Following the success of our foreign service program last February, we will now explore how two village members chose to pursue a career in medicine. What inspired Doris Aronson and Ann Labriola to go to medical school before it was common for women to do so? What role did serendipity play in the course of their careers or the specialties in which they landed? Join us for this informal presentation moderated by Naomi Collins and learn more about your fellow members.
In 1982, Ann Labriola received her MD at Georgetown University Medical Center, was board certified in Internal Medicine in 1985 and in1987 she completed her sub-specialty training in Infectious Diseases (ID) at George Washington University Medical Center followed by employment as an clinical instructor and ID researcher at the same institution.
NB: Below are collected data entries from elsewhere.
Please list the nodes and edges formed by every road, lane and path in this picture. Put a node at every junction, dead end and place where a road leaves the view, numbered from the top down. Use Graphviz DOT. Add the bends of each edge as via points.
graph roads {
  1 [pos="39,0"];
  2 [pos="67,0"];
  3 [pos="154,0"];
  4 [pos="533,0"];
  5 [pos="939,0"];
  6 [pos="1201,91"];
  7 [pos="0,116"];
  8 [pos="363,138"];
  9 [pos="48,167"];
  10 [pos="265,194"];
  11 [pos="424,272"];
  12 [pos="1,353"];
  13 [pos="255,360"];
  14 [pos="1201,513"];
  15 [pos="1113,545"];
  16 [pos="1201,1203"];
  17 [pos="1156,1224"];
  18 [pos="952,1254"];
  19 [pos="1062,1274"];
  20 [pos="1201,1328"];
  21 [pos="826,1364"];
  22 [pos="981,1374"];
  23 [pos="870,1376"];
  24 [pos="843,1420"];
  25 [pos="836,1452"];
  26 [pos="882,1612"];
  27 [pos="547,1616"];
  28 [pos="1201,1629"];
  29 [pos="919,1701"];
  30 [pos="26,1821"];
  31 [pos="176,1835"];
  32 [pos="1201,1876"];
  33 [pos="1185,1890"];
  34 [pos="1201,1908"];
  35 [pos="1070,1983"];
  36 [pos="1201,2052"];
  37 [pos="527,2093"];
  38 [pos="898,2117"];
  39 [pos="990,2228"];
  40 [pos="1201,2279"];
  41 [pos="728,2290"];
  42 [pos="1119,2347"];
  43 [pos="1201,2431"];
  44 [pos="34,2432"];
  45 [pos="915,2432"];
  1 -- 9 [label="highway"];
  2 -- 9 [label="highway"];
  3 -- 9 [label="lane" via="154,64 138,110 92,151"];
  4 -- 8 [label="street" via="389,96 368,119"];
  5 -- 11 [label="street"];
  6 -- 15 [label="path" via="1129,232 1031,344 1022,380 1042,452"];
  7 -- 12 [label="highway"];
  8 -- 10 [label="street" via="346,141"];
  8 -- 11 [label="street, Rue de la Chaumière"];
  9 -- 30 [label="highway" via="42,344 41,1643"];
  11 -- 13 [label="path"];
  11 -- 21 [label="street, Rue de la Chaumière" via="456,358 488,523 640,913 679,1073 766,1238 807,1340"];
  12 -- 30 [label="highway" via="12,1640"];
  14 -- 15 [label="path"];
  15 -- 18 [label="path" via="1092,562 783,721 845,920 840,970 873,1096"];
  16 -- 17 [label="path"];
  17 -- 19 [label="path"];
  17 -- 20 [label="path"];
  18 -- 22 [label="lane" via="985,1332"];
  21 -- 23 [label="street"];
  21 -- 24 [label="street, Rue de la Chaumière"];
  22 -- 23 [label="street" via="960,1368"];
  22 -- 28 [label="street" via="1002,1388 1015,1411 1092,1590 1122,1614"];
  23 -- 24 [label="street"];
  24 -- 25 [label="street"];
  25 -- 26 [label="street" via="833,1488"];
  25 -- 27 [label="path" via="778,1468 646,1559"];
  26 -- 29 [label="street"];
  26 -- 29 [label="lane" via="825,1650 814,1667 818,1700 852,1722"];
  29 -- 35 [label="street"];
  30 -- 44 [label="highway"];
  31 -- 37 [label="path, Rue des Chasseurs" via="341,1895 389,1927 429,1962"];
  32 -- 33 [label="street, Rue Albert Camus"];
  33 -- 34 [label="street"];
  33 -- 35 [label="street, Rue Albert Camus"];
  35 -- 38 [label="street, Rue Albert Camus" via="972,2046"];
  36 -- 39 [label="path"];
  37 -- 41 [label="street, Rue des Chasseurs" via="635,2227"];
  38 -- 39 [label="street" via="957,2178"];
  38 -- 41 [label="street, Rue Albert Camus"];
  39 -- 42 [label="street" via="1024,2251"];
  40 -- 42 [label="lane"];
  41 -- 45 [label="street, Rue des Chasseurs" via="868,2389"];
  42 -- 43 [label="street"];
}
During her training/research years, the HIV/AIDS epidemic exploded. In 1988, she accepted an appointment in the ID Division at the Veterans Affairs (VA) Medical Center in Washington DC. In addition to assuming the regular duties of a staff physician with hospital and clinic rotations, teaching students and fellows and administrative duties, she was asked to start an HIV clinic and to establish an HIV clinical research center there.
She spent over 25 years as the HIV Research Director of the ID Section at the VA. She was responsible for overseeing a research staff at the VA site and for recruiting other VA sites across the country to participate in numerous large NIH-funded multicenter and multinational studies in HIV/AIDS clinical research. Some of these studies included over 4000 patients worldwide and helped change the course of HIV from a death sentence to a chronic disease. She was the Site-Principal Investigator for several of these large studies and co-authored peer reviewed articles related to this work. She retired in 2015.
Doris Menache Aronson received her medical degree in 1961 from the Medical School in Paris , France. In 1970 she was appointed Professor of Hematology, Immunology (biologist).at Centre Hospistalier Bichat-Beaujon University Paris VII. She spent the first 20 years of her professional life in Paris working first at the National Transfusion Center. In 1970 she was appointed Professor of Immunology and Hematology (specialty Biology). In this capacity she established a new department of hematology with laboratories located in two teaching hospitals totaling 1,300 beds. The laboratories employed 65 people. She also had teaching responsibilities for medical students and graduate students
Dr Aronson moved to the US in 1978 and worked for the next 20 years at the American Red Cross, National Headquarters, Washington, D.C. She was first appointed Head of the Plasma Derivatives Laboratory, and later Medical Officer and Director Medical Affairs, Plasma Operations, Biomedical Services. She has served on several committees to include WH0 and NIH and published in many peer review journals.